Here is the montoring program. It is run by cron at every 5 minutes. It call target site's target page with specific query url (because, it is searching result page). Then it parse html through hpricot lib. Hpricot is so simple and powerful library for ruby. As you will be able to see below my code is not good. To tell the truth, it's so bad. There aren't TestCase and I didn't define Object(there are several candidates of domain model). If you want to find defects in the program, you can make several pages report.
However, this is not commercial and large size program. It's just simple program that has simple goal, architecture, theory. I think if you are programmer, not just coder, you should always consider tradeoff point. If I have to spend one more days to make this program, old way(human monitoring system) is better than this. This kind of human monitoring is just annoying work, doesn't need high resources. My wife and I can watch the page by just push refresh button sometimes in a day, even it's not agile popular second hand toy purchase way. Probably, altought we add all times that we click button and watch top of the search list in a month, it would be less than one day.
So I chose easy way. Below is 'shopping_radar.rb'
$KCODE = 'U'
require 'iconv'
require 'rubygems'
require 'hpricot'
require 'open-uri'
require 'activeresource'
SITE_URL = 'http://net2.i-baby.co.kr'
QUERY_URL = "#{SITE_URL}/netboard/new_netboard/business/total_search.php?search=%C1%F6%BA%D8&search_value=&idx=&s=1&w=%C1%F6%BA%D8&x=0&y=0"

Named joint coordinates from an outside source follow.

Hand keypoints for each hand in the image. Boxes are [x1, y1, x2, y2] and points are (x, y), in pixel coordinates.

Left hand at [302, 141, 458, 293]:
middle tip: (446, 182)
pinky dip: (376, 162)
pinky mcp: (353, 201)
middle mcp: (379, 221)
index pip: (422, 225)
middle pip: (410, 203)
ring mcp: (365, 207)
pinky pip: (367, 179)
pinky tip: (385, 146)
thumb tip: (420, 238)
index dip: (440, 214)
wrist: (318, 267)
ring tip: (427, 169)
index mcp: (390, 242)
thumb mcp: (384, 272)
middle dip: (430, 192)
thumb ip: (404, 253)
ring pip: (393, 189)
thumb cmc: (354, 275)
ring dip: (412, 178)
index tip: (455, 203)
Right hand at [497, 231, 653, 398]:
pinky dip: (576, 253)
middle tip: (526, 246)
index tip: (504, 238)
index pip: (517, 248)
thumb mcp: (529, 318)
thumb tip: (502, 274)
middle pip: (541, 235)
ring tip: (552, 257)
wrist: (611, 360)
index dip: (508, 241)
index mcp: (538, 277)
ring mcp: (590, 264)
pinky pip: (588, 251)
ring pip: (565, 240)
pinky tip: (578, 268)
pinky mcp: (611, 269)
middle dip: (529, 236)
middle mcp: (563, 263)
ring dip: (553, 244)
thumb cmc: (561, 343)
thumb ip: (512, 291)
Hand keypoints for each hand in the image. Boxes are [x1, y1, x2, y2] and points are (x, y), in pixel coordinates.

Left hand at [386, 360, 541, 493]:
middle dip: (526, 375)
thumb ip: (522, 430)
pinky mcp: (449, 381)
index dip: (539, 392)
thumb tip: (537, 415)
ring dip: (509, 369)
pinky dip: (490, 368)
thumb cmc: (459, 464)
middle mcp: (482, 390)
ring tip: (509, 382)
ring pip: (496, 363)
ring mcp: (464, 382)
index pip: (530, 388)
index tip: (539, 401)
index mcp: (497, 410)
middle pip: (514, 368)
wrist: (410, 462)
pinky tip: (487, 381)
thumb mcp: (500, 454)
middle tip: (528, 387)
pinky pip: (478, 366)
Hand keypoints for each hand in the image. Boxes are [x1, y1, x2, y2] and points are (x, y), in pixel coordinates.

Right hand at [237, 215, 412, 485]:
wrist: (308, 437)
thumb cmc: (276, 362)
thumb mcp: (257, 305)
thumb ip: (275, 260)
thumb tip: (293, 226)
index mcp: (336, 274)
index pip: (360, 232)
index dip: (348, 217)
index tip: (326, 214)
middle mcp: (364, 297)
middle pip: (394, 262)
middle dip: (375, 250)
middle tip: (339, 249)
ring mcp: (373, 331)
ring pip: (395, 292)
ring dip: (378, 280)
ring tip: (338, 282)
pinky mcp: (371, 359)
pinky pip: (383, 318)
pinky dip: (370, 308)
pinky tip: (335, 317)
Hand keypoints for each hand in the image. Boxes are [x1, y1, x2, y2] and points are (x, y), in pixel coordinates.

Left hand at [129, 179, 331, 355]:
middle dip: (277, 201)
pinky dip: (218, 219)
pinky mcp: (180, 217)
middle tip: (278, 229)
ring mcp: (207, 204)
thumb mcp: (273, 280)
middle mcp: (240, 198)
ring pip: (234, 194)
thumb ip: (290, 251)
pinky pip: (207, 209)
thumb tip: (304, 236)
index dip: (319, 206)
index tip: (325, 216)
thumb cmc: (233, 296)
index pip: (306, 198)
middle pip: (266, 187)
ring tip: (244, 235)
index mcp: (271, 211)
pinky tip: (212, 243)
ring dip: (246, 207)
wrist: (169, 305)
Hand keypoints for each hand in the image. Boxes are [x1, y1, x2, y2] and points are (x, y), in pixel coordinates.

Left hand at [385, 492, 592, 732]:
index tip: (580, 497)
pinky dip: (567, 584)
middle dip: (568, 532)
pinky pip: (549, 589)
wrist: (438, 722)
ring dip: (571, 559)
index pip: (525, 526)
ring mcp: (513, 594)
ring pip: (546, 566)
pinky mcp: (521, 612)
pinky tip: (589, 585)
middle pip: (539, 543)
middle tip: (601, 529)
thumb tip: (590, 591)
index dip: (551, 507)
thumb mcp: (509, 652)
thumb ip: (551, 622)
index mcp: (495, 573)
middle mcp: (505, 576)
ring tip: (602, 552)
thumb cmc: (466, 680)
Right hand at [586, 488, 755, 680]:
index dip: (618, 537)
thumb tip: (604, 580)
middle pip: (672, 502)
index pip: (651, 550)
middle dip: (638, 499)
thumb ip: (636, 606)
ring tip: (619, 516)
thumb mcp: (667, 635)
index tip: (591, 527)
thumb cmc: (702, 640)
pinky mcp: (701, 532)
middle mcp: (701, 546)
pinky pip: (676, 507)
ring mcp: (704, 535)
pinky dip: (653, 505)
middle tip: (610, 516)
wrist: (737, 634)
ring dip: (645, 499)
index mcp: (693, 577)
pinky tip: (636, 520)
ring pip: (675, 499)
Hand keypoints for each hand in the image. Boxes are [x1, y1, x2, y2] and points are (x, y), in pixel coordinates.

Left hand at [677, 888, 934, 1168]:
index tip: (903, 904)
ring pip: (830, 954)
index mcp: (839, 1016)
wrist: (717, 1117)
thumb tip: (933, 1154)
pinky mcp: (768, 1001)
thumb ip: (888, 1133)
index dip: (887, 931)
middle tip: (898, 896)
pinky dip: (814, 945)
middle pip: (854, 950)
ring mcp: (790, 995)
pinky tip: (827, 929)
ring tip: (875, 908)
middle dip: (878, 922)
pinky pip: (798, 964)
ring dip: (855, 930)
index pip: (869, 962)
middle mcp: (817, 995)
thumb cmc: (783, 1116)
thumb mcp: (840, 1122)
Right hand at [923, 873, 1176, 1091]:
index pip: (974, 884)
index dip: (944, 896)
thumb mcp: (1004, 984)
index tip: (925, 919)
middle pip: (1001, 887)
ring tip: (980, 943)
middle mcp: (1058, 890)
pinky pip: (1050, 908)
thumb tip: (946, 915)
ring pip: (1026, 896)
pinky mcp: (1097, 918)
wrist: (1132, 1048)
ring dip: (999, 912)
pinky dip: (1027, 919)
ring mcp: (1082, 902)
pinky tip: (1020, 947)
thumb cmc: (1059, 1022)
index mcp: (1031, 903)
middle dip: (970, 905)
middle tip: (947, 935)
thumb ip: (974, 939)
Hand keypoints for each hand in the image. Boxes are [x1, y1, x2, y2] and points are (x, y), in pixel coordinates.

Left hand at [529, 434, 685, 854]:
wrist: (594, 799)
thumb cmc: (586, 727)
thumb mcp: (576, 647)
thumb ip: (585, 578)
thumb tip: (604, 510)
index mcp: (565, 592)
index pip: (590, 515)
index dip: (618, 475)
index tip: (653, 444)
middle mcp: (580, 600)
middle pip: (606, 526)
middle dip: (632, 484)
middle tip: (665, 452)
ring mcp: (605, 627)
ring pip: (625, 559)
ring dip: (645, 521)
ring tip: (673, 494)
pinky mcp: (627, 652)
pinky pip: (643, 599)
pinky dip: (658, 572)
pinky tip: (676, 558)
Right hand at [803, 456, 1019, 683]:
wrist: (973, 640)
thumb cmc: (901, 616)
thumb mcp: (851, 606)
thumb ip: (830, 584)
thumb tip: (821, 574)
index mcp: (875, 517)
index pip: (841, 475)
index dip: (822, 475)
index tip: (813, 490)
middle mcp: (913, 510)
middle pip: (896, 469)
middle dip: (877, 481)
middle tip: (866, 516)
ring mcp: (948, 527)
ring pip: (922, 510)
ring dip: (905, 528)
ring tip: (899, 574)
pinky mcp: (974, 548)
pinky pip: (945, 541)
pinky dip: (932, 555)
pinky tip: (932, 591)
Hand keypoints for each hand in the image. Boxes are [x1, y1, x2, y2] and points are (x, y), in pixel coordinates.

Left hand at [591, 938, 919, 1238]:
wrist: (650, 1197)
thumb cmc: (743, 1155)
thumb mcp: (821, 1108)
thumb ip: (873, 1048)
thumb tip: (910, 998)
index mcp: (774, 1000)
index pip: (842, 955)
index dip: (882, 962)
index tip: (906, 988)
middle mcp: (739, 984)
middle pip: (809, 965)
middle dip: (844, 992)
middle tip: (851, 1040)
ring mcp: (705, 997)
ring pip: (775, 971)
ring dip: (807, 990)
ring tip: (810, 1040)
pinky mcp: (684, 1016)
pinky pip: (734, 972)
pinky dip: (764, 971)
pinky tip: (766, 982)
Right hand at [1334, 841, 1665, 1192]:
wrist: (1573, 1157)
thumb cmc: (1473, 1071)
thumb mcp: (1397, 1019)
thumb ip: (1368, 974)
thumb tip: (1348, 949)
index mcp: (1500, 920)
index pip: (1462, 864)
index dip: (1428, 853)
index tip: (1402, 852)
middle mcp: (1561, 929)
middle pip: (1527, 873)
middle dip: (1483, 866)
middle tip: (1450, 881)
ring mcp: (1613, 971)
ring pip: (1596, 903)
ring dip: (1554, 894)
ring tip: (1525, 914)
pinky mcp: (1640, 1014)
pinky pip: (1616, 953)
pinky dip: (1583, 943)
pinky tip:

# Server's default locale is UTF-8, however the target site's character encoding is EUC-KR.
# So overloaded Hpricot::Elem class to utf-8 converting is automatically fired.
class Hpricot::Elem
alias :org_inner_html :inner_html
alias :org_to_s :to_s
alias :org_get_attribute :get_attribute
def get_attribute(attr_name)
convert_utf_8(org_get_attribute(attr_name))
end
def inner_html
convert_utf_8(org_inner_html)
end
def to_s
convert_utf_8(org_to_s)
end
def convert_utf_8(org_str)
iconv = Iconv.open('UTF-8','EUC-KR')
begin
iconv.iconv(org_str)
rescue
convert_utf_8_except_irregal_charater(org_str)
end
end
def convert_utf_8_except_irregal_charater(org_str, replacement="XX")
# sometimes, the target string contains strange characters,
# because long line truncate function of the target site doesn't cut Korean character properly.
# (Korean character is 2-byte.)
org_str.split.map do |word|
begin
iconv.iconv(word)
rescue
replacement
end
end.join(' ')
end
private :convert_utf_8, :convert_utf_8_except_irregal_charater
end
class Item < ActiveResource::Base
# 127.0.0.1 is address for testing.
self.site = ARGV[0].nil? ? 'http://127.0.0.1:3000' : ARGV[0]
@saved_count = 0
alias :org_save :save
def self.saved_count=(value); @saved_count = value ; end
def self.saved_count; @saved_count; end
def save
self.org_save
Item.saved_count += 1
end
def eql?(other)
self.category == other.category and
self.title == other.title and
self.price == other.price and
self.user == other.user and
self.date == other.date and
self.detail_url == other.detail_url
end
end
def parse_item(category, item_table)
tds = item_table.search("tr/td")
view_url = tds[1].search("//td")[1].search("a").first['href']
{
:category => category,
:title => tds[1].search("//td")[1].search("a").inner_html,
:desc => tds[1].search("//td")[1].get_attribute('title').gsub(/\r\n/,'<br/>'),
:price => tds[2].children.map { |e| e.class == Hpricot::Text ? e.to_s.strip : e.inner_html }.join,
:user => (tds[3]/"a").inner_html,
:detail_url => SITE_URL + view_url,
:date => tds[4].inner_html,
:readed_count => tds[5].inner_html
}
end
def find_form(html, formname)
html.search("//form[@name='#{formname}']")
end
def all_tables_of(form)
form.search("table[@width='640']")
end
logger = Logger.new("#{File.dirname(__FILE__)}/shopping_radar.log", 2, 5*1024)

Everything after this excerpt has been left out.